Proof. Let $n$ be the minimal number of affine opens $U_ i \subset X$, $i = 1, \ldots , n$ such that $X = U \cup \bigcup U_ i$. (Here we use that $X$ is quasi-compact.) Suppose we can prove the lemma for the case $n = 1$. Then we can successively extend $\mathcal{G}$ to a $\mathcal{G}_1$ over $U \cup U_1$ to a $\mathcal{G}_2$ over $U \cup U_1 \cup U_2$ to a $\mathcal{G}_3$ over $U \cup U_1 \cup U_2 \cup U_3$, and so on. Thus we reduce to the case $n = 1$.
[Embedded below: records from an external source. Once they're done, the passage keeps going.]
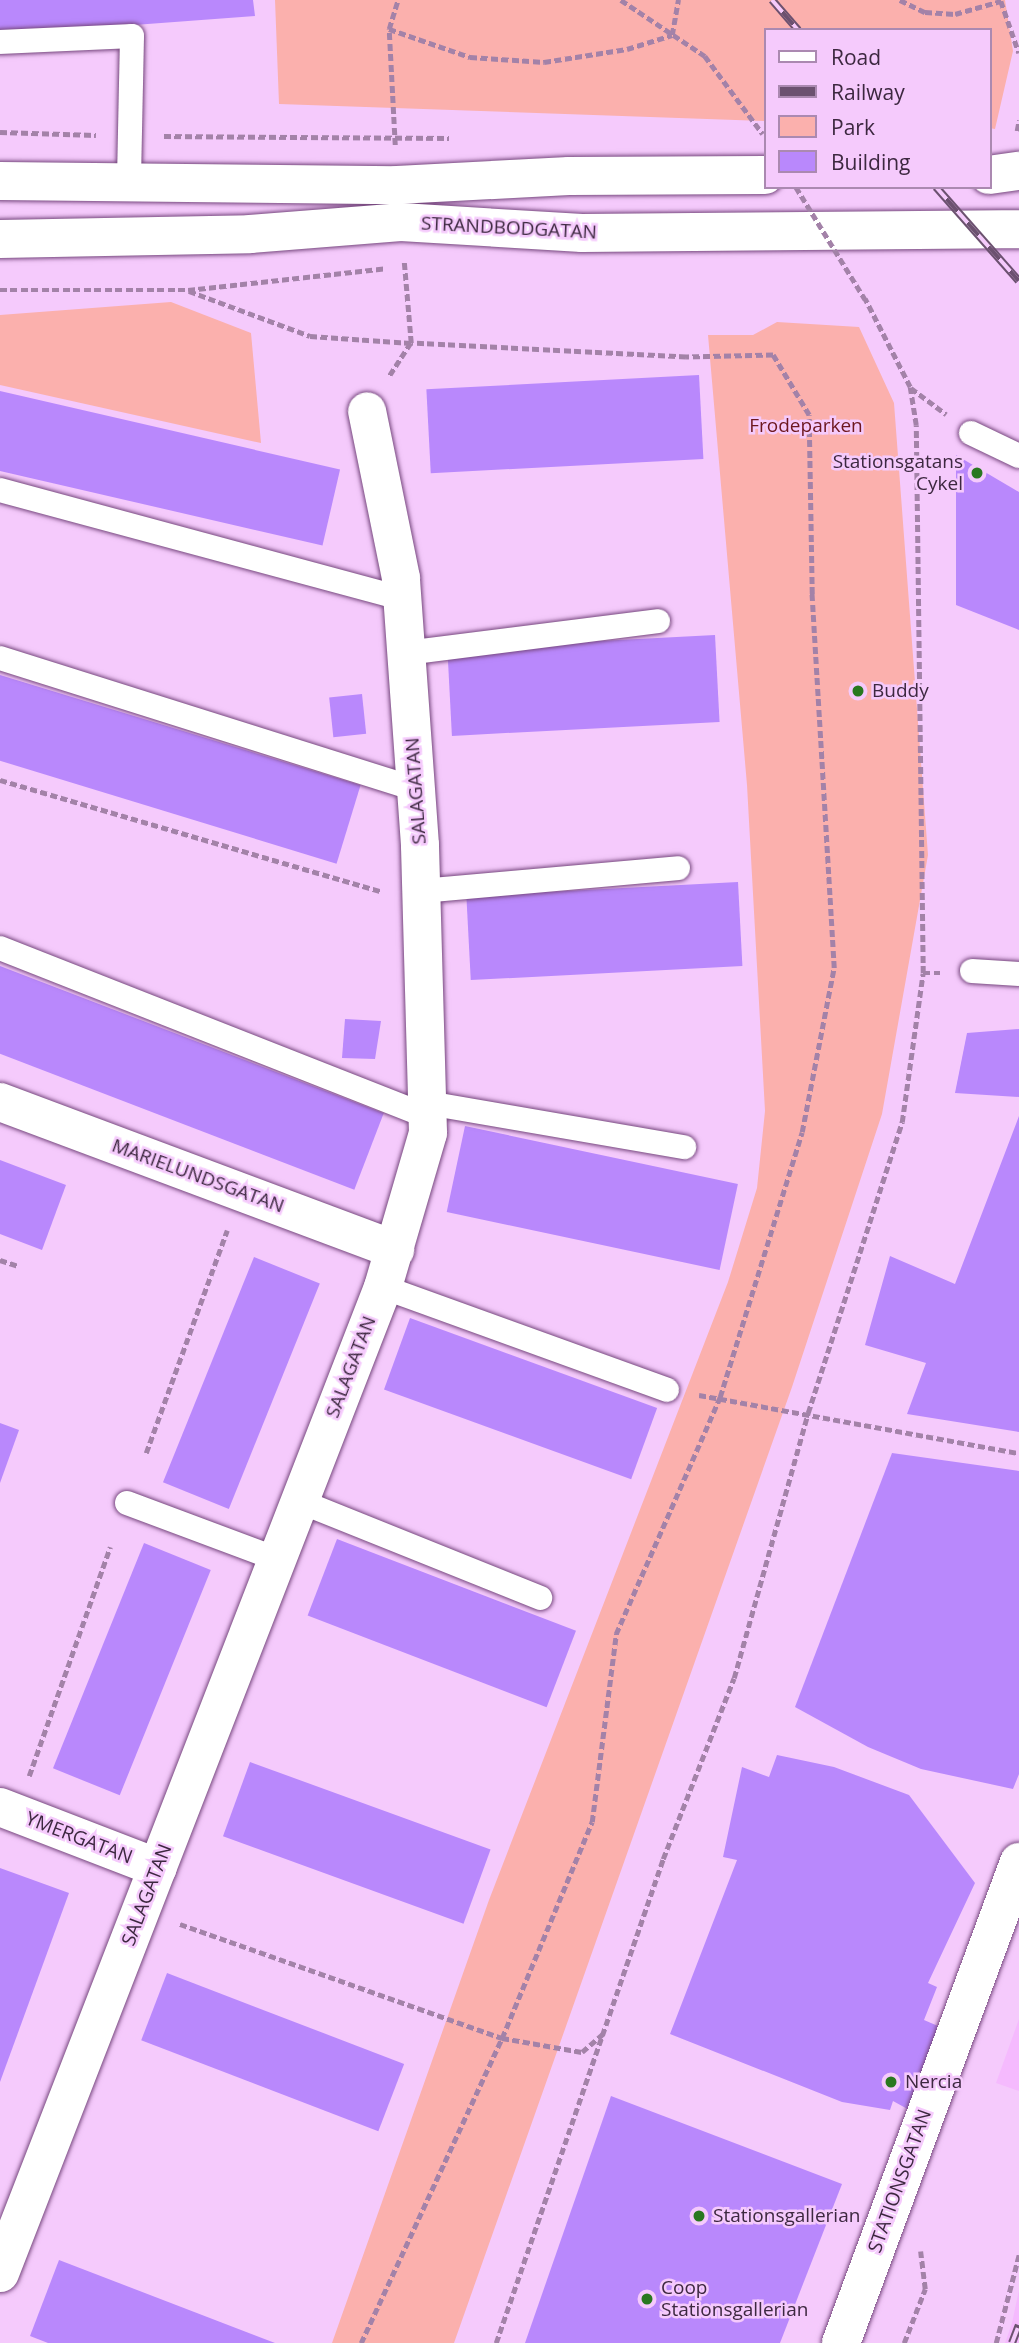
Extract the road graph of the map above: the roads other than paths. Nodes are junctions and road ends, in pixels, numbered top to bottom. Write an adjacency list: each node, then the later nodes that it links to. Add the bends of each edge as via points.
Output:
1 (0, 42): 6 (lane, via 132,36)
2 (1019, 171): 4 (street)
3 (764, 175): 6 (street, STRANDBODGATAN, via 569,176 397,185)
4 (991, 175)
5 (0, 181): 6 (street, STRANDBODGATAN)
6 (129, 183)
7 (1019, 229): 8 (street, STRANDBODGATAN, via 582,233 401,222 250,234)
8 (0, 239)
9 (367, 411): 13 (street, SALAGATAN)
10 (971, 433): 11 (lane)
11 (1019, 456)
12 (0, 490): 13 (lane)
13 (402, 599): 15 (street, SALAGATAN)
14 (658, 621): 15 (lane)
15 (406, 653): 17 (street, SALAGATAN)
16 (0, 658): 17 (lane)
17 (416, 789): 19 (street, SALAGATAN)
18 (678, 868): 19 (lane)
19 (422, 898): 24 (street, SALAGATAN)
20 (0, 948): 24 (lane)
21 (972, 971): 22 (lane)
22 (1019, 974)
23 (0, 1102): 26 (street, MARIELUNDSGATAN)
24 (428, 1110): 25 (lane); 26 (street, SALAGATAN, via 428,1133)
25 (684, 1147)
26 (395, 1250): 27 (street, SALAGATAN)
27 (383, 1287): 28 (lane); 29 (street, SALAGATAN)
28 (667, 1391)
29 (299, 1501): 31 (street, SALAGATAN); 32 (lane)
30 (127, 1503): 31 (lane)
31 (277, 1559): 35 (street, SALAGATAN)
32 (540, 1598)
33 (8, 1810): 35 (street, YMERGATAN)
34 (1019, 1862): 37 (street, STATIONSGATAN)
35 (158, 1868): 36 (street, SALAGATAN)
36 (0, 2273)
37 (841, 2343)

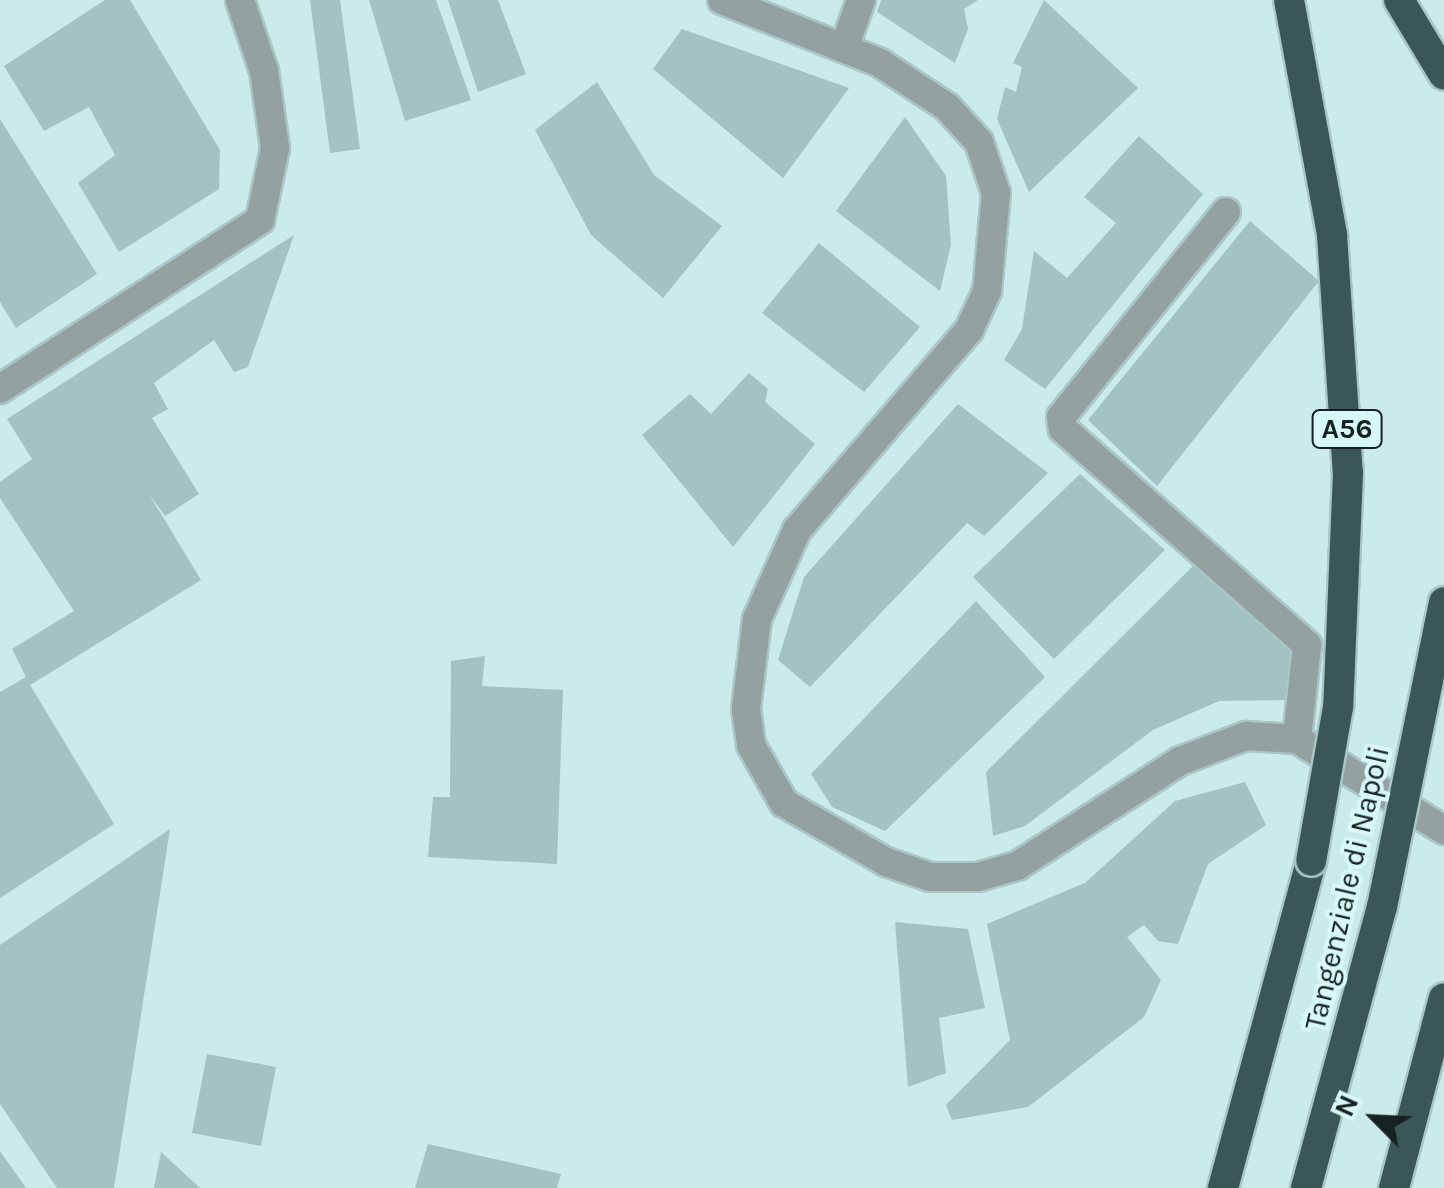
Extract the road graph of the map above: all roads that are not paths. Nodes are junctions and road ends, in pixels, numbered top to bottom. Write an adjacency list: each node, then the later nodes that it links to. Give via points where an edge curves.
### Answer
1 (240, 0): 9 (street, via 264,71 275,148 260,220)
2 (722, 0): 6 (street)
3 (860, 0): 6 (street)
4 (1289, 0): 14 (highway, A56, bridge, via 1343,339 1347,579 1311,861)
5 (1398, 0): 7 (highway)
6 (844, 48): 11 (street, via 946,107 980,142 996,193 995,238 969,330 821,498 774,571 757,619 746,709 752,745 784,803 886,862 930,877 978,876 1016,866 1180,761 1246,736)
7 (1444, 75)
8 (1226, 212): 11 (street, via 1061,417 1063,429 1307,645)
9 (0, 388)
10 (1444, 602): 15 (highway, Tangenziale di Napoli, bridge, via 1382,907)
11 (1297, 740): 12 (street)
12 (1444, 830)
13 (1444, 998): 16 (highway)
14 (1223, 1188)
15 (1306, 1188)
16 (1394, 1188)

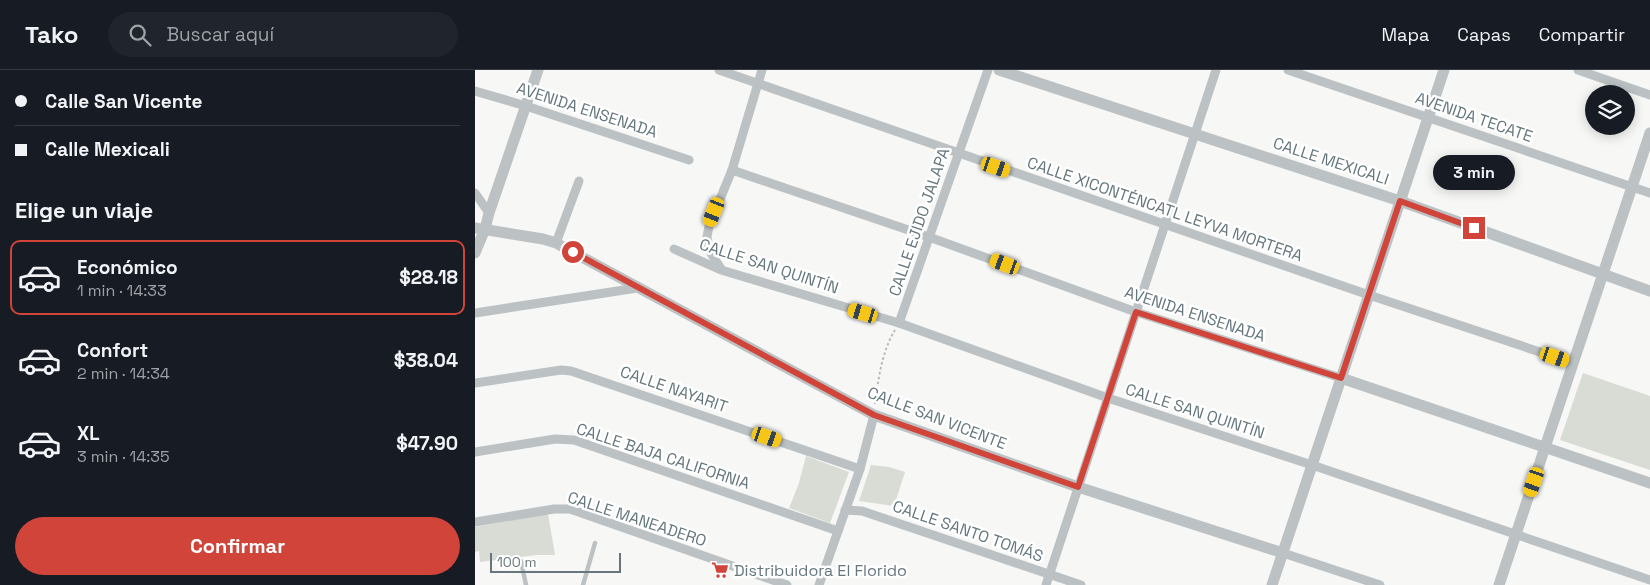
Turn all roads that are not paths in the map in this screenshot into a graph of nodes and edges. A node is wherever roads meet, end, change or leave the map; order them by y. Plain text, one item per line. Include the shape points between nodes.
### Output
1 (538, 70) edge
2 (719, 70) edge
3 (762, 70) edge
4 (989, 70) edge
5 (999, 70) edge
6 (1216, 70) edge
7 (1288, 70) edge
8 (1443, 70) edge
9 (1578, 70) edge
10 (758, 83) junction
11 (475, 91) edge
12 (1650, 95) edge
13 (526, 106) junction
14 (1428, 117) junction
15 (1650, 133) edge
16 (1195, 134) junction
17 (959, 154) junction
18 (689, 160) dead end
19 (732, 170) junction
20 (579, 181) dead end
21 (1632, 187) junction
22 (475, 193) edge
23 (1650, 193) edge
24 (1400, 201) junction
25 (489, 213) junction
26 (1165, 224) junction
27 (480, 229) edge
28 (929, 237) junction
29 (556, 243) junction
30 (674, 249) dead end
31 (475, 253) edge
32 (721, 270) junction
33 (1603, 275) junction
34 (637, 288) junction
35 (1650, 291) edge
36 (1369, 295) junction
37 (1136, 312) junction
38 (475, 313) edge
39 (899, 324) junction
40 (1573, 363) junction
41 (1341, 378) junction
42 (475, 383) edge
43 (1108, 398) junction
44 (874, 415) junction
45 (1545, 448) junction
46 (475, 452) edge
47 (1312, 465) junction
48 (860, 469) junction
49 (1650, 483) edge
50 (1078, 487) junction
51 (845, 510) junction
52 (475, 522) edge
53 (838, 531) junction
54 (1516, 534) junction
55 (595, 543) dead end
56 (1283, 553) junction
57 (521, 561) dead end
58 (1049, 575) junction
59 (1650, 580) edge
60 (526, 585) edge
61 (583, 585) edge
62 (787, 585) edge
63 (819, 585) edge
64 (1046, 585) edge
65 (1081, 585) edge
66 (1272, 585) edge
67 (1380, 585) edge
68 (1499, 585) edge

1 - 13 street
2 - 10 street, CALLE XICONTÉNCATL LEYVA MORTERA
3 - 10 street
4 - 17 street, CALLE EJIDO JALAPA
5 - 16 street, CALLE MEXICALI
6 - 16 street
7 - 14 street, AVENIDA TECATE
8 - 14 street
9 - 12 street
10 - 17 street, CALLE XICONTÉNCATL LEYVA MORTERA
10 - 19 street
11 - 13 street, AVENIDA ENSENADA
13 - 18 street, AVENIDA ENSENADA
13 - 25 street
14 - 21 street, AVENIDA TECATE
14 - 24 street
15 - 21 street
16 - 24 street, CALLE MEXICALI
16 - 26 street
17 - 26 street, CALLE XICONTÉNCATL LEYVA MORTERA
17 - 28 street, CALLE EJIDO JALAPA
19 - 28 street, AVENIDA ENSENADA
19 - 32 street via 707,236 709,250
20 - 29 street
21 - 23 street, AVENIDA TECATE
21 - 33 street
22 - 25 street
24 - 33 street, CALLE MEXICALI
24 - 36 street
25 - 27 street
26 - 36 street, CALLE XICONTÉNCATL LEYVA MORTERA
26 - 37 street
27 - 29 street, CALLE SAN VICENTE
27 - 31 street
28 - 37 street, AVENIDA ENSENADA
28 - 39 street, CALLE EJIDO JALAPA
29 - 34 street, CALLE SAN VICENTE
30 - 32 street, CALLE SAN QUINTÍN
32 - 39 street, CALLE SAN QUINTÍN
33 - 35 street, CALLE MEXICALI
33 - 40 street
34 - 38 street
34 - 44 street, CALLE SAN VICENTE
36 - 40 street, CALLE XICONTÉNCATL LEYVA MORTERA
36 - 41 street
37 - 41 street, AVENIDA ENSENADA
37 - 43 street
39 - 43 street, CALLE SAN QUINTÍN
40 - 45 street
41 - 45 street, AVENIDA ENSENADA
41 - 47 street
42 - 48 street, CALLE NAYARIT via 571,371
43 - 47 street, CALLE SAN QUINTÍN
43 - 50 street
44 - 48 street
44 - 50 street, CALLE SAN VICENTE
45 - 49 street, AVENIDA ENSENADA
45 - 54 street
46 - 53 street, CALLE BAJA CALIFORNIA via 555,439 574,440
47 - 54 street, CALLE SAN QUINTÍN
47 - 56 street
48 - 51 street
50 - 56 street, CALLE SAN VICENTE
50 - 58 street
51 - 53 street
51 - 58 street, CALLE SANTO TOMÁS via 862,511
52 - 62 street, CALLE MANEADERO via 570,509
53 - 63 street
54 - 59 street, CALLE SAN QUINTÍN
54 - 68 street
55 - 61 lane
56 - 66 street
56 - 67 street, CALLE SAN VICENTE
57 - 60 lane
58 - 64 street
58 - 65 street, CALLE SANTO TOMÁS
Thus we may assume that $X = U \cup V$ with $V$ affine. Since $X$ is quasi-separated and $U$, $V$ are quasi-compact open, we see that $U \cap V$ is a quasi-compact open. It suffices to prove the lemma for the system $(V, U \cap V, \mathcal{F}|_ V, \mathcal{G}|_{U \cap V})$ since we can glue the resulting sheaf $\mathcal{G}'$ over $V$ to the given sheaf $\mathcal{G}$ over $U$ along the common value over $U \cap V$. Thus we reduce to the case where $X$ is affine.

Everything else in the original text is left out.